The RTOG 85–01 clinical trial demonstrated that combined chemoradiotherapy has a significant advantage over radiotherapy only, in patients with esophageal cancer. But, the concurrent chemotherapy regimen is far from conclusive [19]. In a phase I trial, Day et al. reported that docetaxel, cisplatin and concurrent radical radiotherapy is safe and efficient for locally advanced esophageal cancer with a complete response of 33%. The progression-free survival at 2 years was 49.7% and at 5 years was 26.5% [20]. In addition, a phase III trial reported that the pathological complete response (pCR) of preoperative chemoradiotherapy for esophageal carcinoma was 29% and the pCR of esophageal squamous-cell carcinoma was 49%. These findings reveal that the concurrent carboplatin plus paclitaxel regimen is rather effective compared with the previous regimen [21]. In a multicenter phase II trial, a pCR rate of 38% was achieved in patients with esophageal squamous cell cancer, while the pCR of patients with adenocarcinoma was only 16% [22]. In the univariate analyses of our study, the chemotherapy regimen had a significant influence on the OS and PFS (p =0.003 and 0.034, respectively). But, the chemotherapy regimen did not reach significance in the multivariate analysis (p =0.117). We deduced that this result is chiefly because of the small number of patients included in our study.

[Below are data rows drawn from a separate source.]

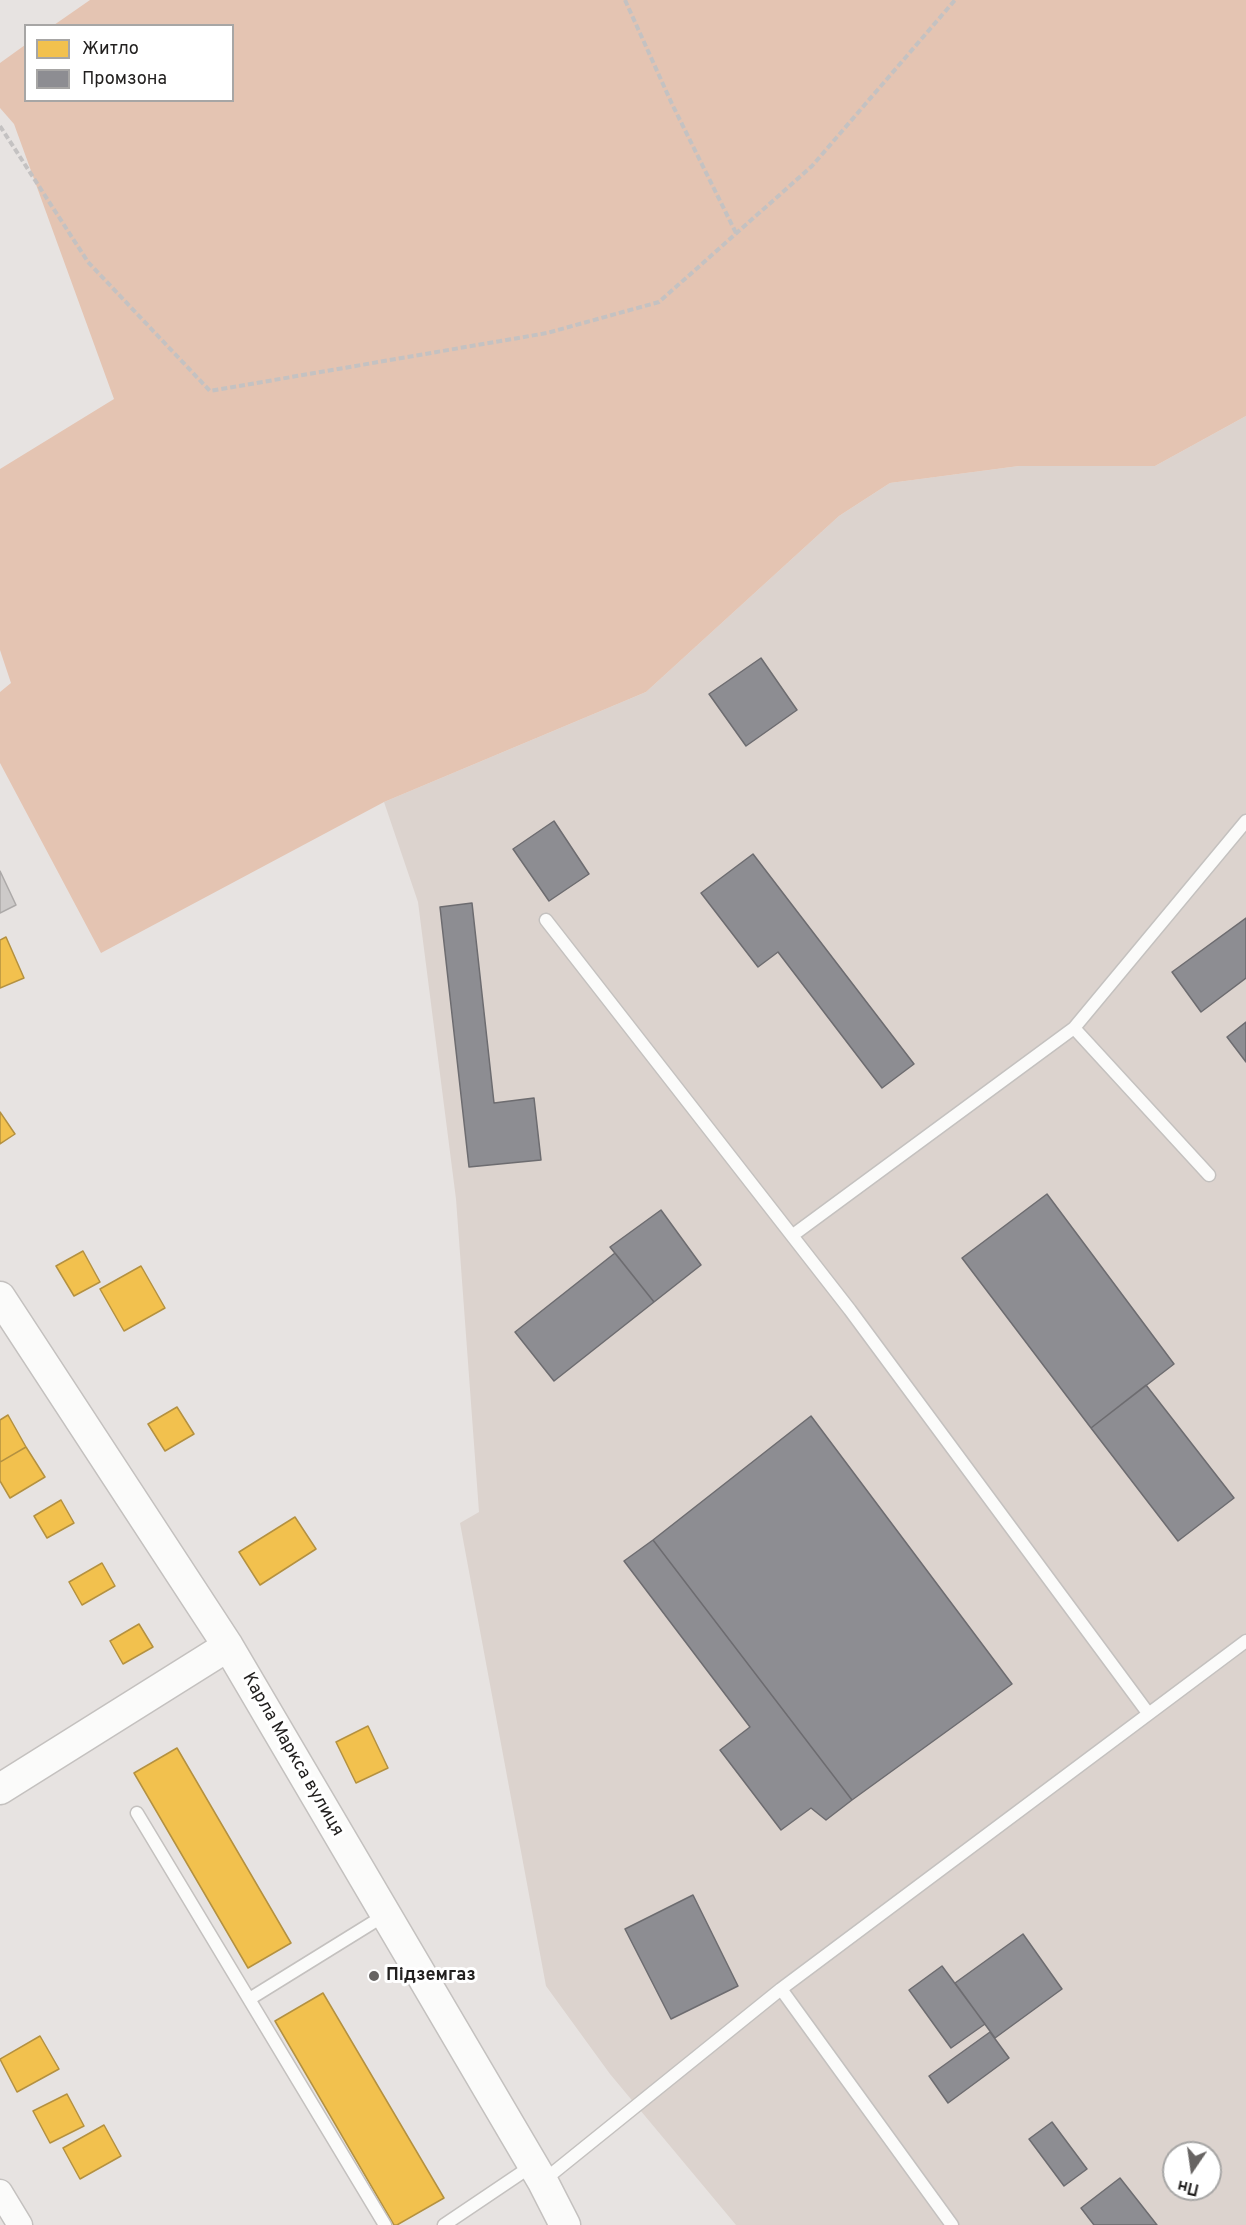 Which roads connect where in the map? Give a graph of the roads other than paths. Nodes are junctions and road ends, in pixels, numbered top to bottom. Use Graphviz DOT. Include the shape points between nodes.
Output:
graph roads {
  1 [pos="1246,821"];
  2 [pos="546,920"];
  3 [pos="1074,1028"];
  4 [pos="1209,1175"];
  5 [pos="793,1236"];
  6 [pos="0,1297"];
  7 [pos="1246,1641"];
  8 [pos="228,1646"];
  9 [pos="1149,1713"];
  10 [pos="0,1788"];
  11 [pos="137,1813"];
  12 [pos="385,1915"];
  13 [pos="781,1989"];
  14 [pos="250,1998"];
  15 [pos="538,2174"];
  16 [pos="0,2192"];
  17 [pos="20,2225"];
  18 [pos="386,2225"];
  19 [pos="444,2225"];
  20 [pos="565,2225"];
  21 [pos="952,2225"];
  1 -- 3 [label="lane"];
  2 -- 5 [label="lane"];
  3 -- 4 [label="lane"];
  3 -- 5 [label="lane"];
  5 -- 9 [label="lane"];
  6 -- 8 [label="street, Карла Маркса вулиця"];
  7 -- 9 [label="lane"];
  8 -- 10 [label="street"];
  8 -- 12 [label="street, Карла Маркса вулиця"];
  9 -- 13 [label="lane"];
  11 -- 14 [label="lane"];
  12 -- 14 [label="lane"];
  12 -- 15 [label="street, Карла Маркса вулиця"];
  13 -- 15 [label="lane"];
  13 -- 21 [label="lane"];
  14 -- 18 [label="lane"];
  15 -- 19 [label="lane"];
  15 -- 20 [label="street, Карла Маркса вулиця"];
  16 -- 17 [label="street"];
} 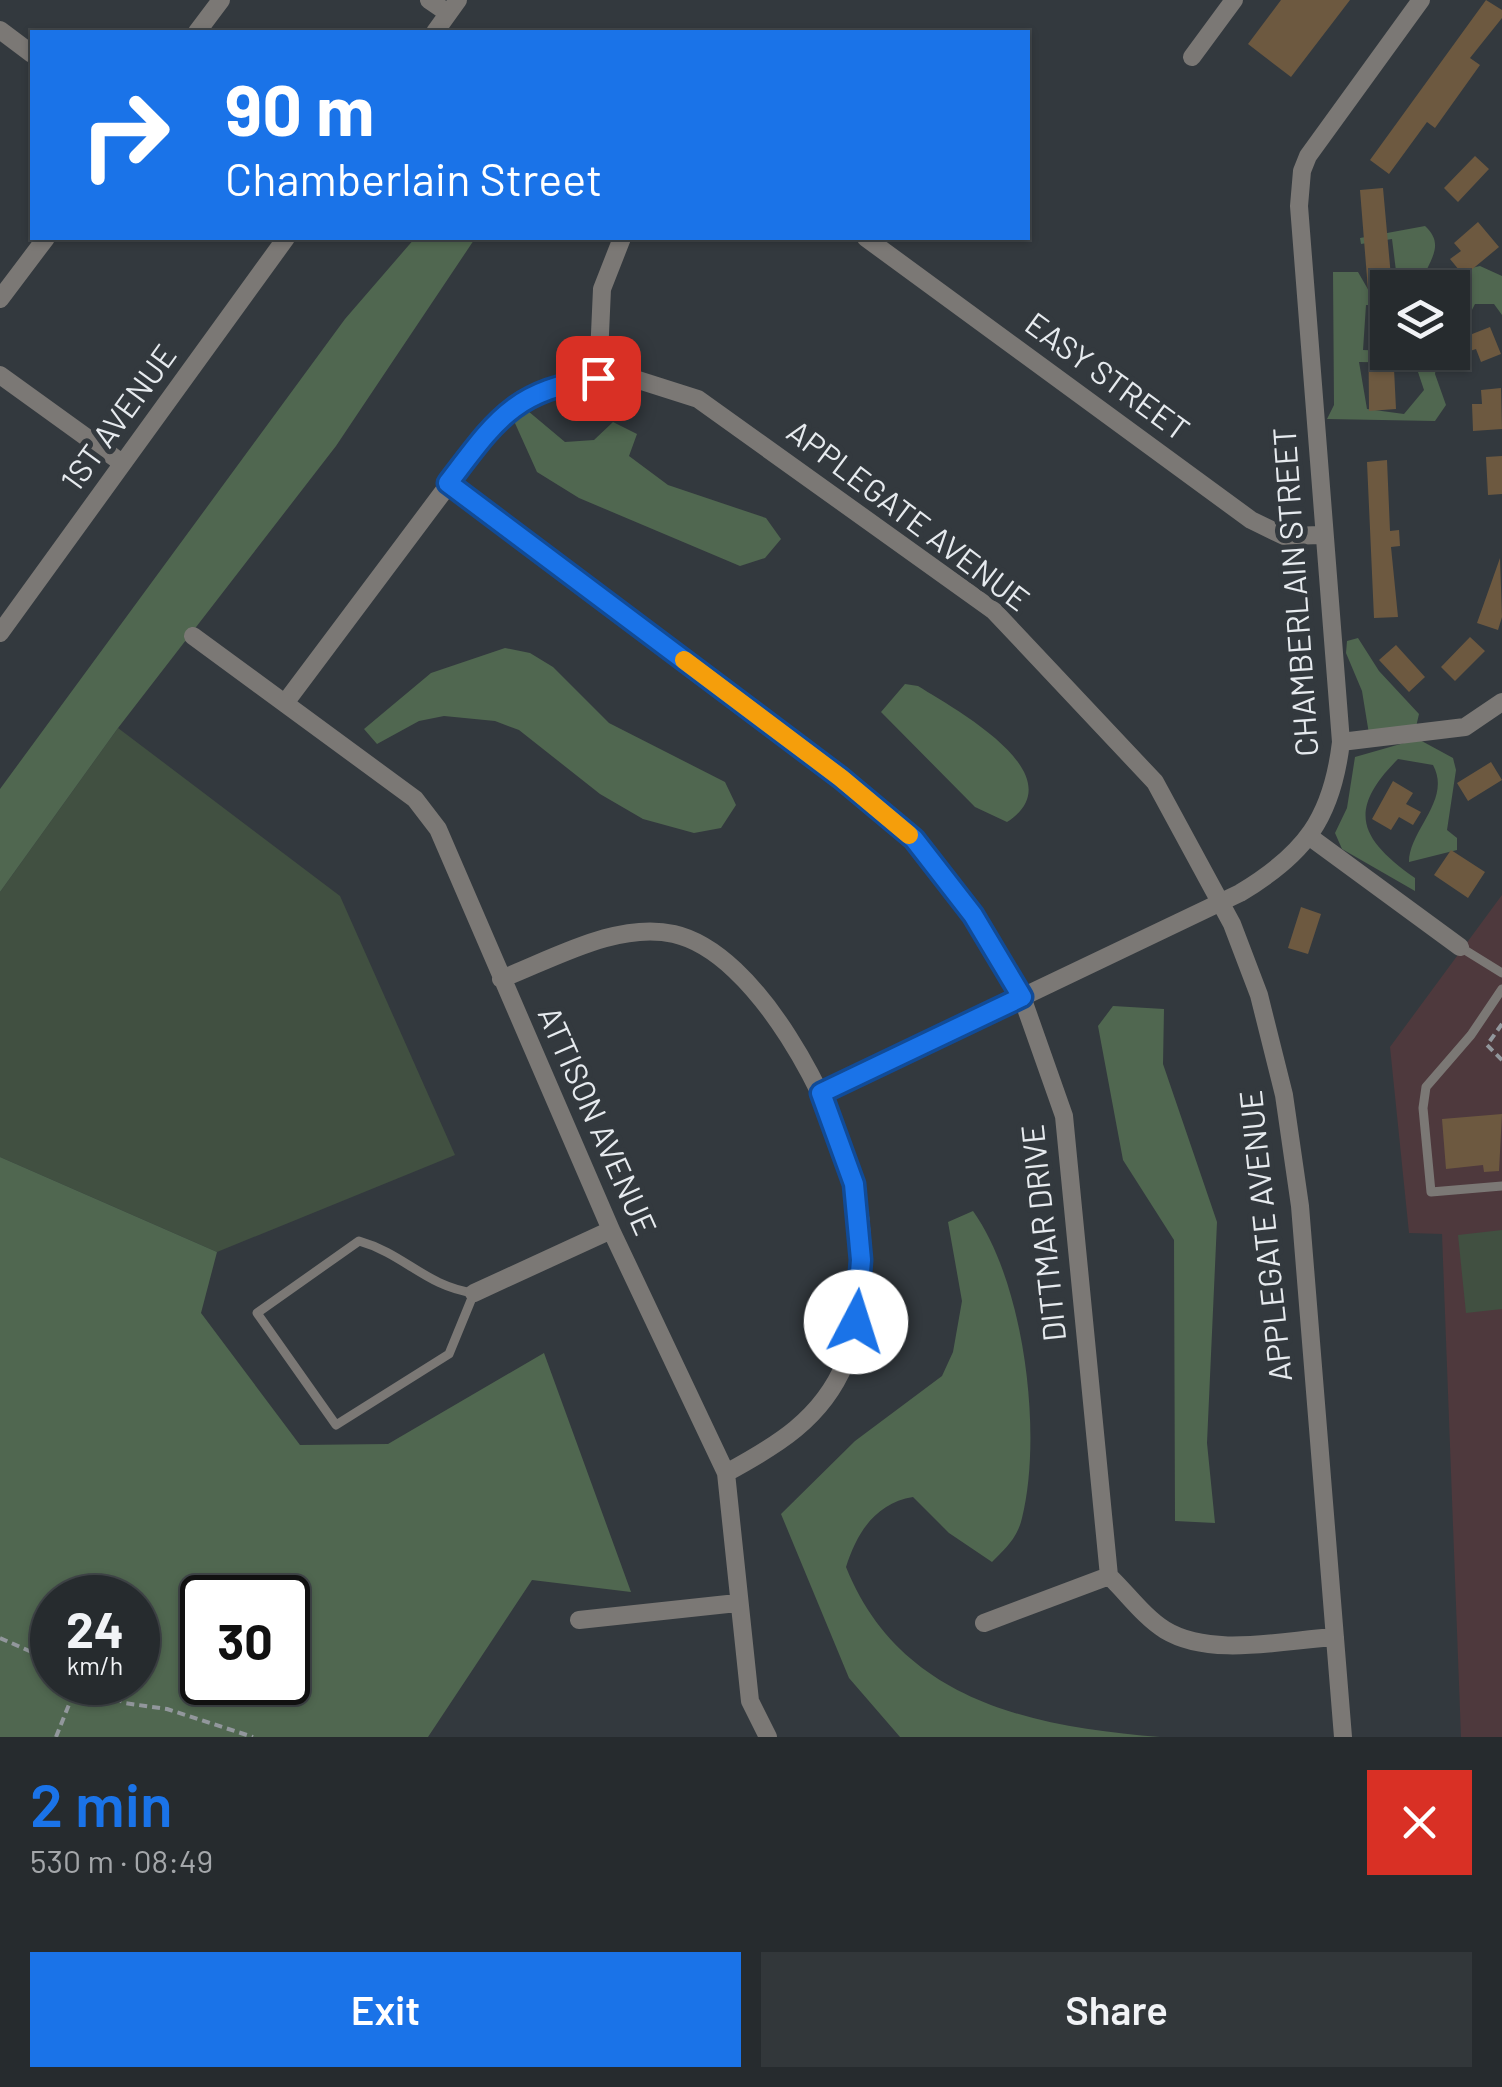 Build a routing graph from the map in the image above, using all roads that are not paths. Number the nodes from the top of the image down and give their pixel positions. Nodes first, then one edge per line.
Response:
1 (221, 0) edge
2 (430, 0) edge
3 (1234, 0) edge
4 (1421, 0) edge
5 (453, 7) edge
6 (0, 30) edge
7 (198, 30) edge
8 (436, 30) edge
9 (30, 52) edge
10 (1192, 58) dead end
11 (45, 240) edge
12 (284, 240) edge
13 (621, 240) edge
14 (869, 240) edge
15 (0, 300) edge
16 (0, 375) edge
17 (598, 378) junction
18 (122, 464) junction
19 (448, 483) junction
20 (1323, 536) junction
21 (0, 633) edge
22 (193, 636) dead end
23 (1502, 702) edge
24 (285, 703) junction
25 (1341, 742) junction
26 (1310, 837) junction
27 (1222, 902) junction
28 (1460, 947) joint
29 (1502, 973) edge
30 (501, 979) junction
31 (1502, 989) edge
32 (1022, 997) junction
33 (821, 1093) junction
34 (1502, 1186) edge
35 (611, 1230) junction
36 (474, 1293) junction
37 (726, 1473) junction
38 (1109, 1576) junction
39 (737, 1603) junction
40 (578, 1620) dead end
41 (984, 1623) dead end
42 (1335, 1636) junction
43 (768, 1737) edge
44 (1344, 1737) edge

We did not observe a survival benefit for higher radiation dose when compared with lower radiation dose, which is in accordance with the results of the INT0123 study. The INT0123 trial reported that a higher radiation dose did not increase survival or local/regional control in patients with M0 esophageal cancer (by increasing the radiation dose from 50.4 Gy to 64.8 Gy) with a concurrent chemotherapy regimen of cisplatin/5-FU [23]. In a phase I/II trial, Wu et al. reported the treatment effect of patients with esophageal squamous cell carcinoma who received three-dimensional conformal radiation therapy. The 2-year local disease progression-free rate and distant metastasis-free rate were 36% and 56%, respectively, which were disappointing [24]. Our results also showed that a higher radiation dose (>60 Gy) did not increase the overall survival or progression-free survival in the M1 patients (p =0.107 and 0.605, respectively).

Although numerous studies have indicated that tumor length influences the prognosis of esophageal cancer [3],[25], the patients in these studies had an earlier stage of disease. Yendamuri et al. reported that esophageal tumor length is independently associated with long-term survival, but found no statistical significance in the stage III patients [3]. The authors concluded that tumor length may be a better predictor of locoregional rather than distant control of disease. In our study, we only included the patients with stage IV disease. Our findings also reveal that primary tumor length does not have a significant impact in the prognostic analysis (p =0.911), which we attribute to more advanced stages and bulky lesions in our cohort.

The current study is limited by its retrospective design. Although the cases of cervical lymph nodal metastases in our study were based on radiology, the specificity of CT in detecting nodal metastases is 96.7%, and the accuracy is 76.6% for squamous cell carcinoma of the esophagus; here, nodal enlargement greater than 10 mm was considered indicative of involvement [26]. Considering these aspects of our study, longer follow-up and larger studies are needed in the future.

Conclusion

The prognosis of esophageal cancer with CLNM only is not completely bleak. Concurrent chemoradiotherapy is an important and hopeful treatment option for these patients. The response to treatment, T stage, pathological grade and laterality of cervical lymph nodal metastases are significant prognostic factors for long-term survival.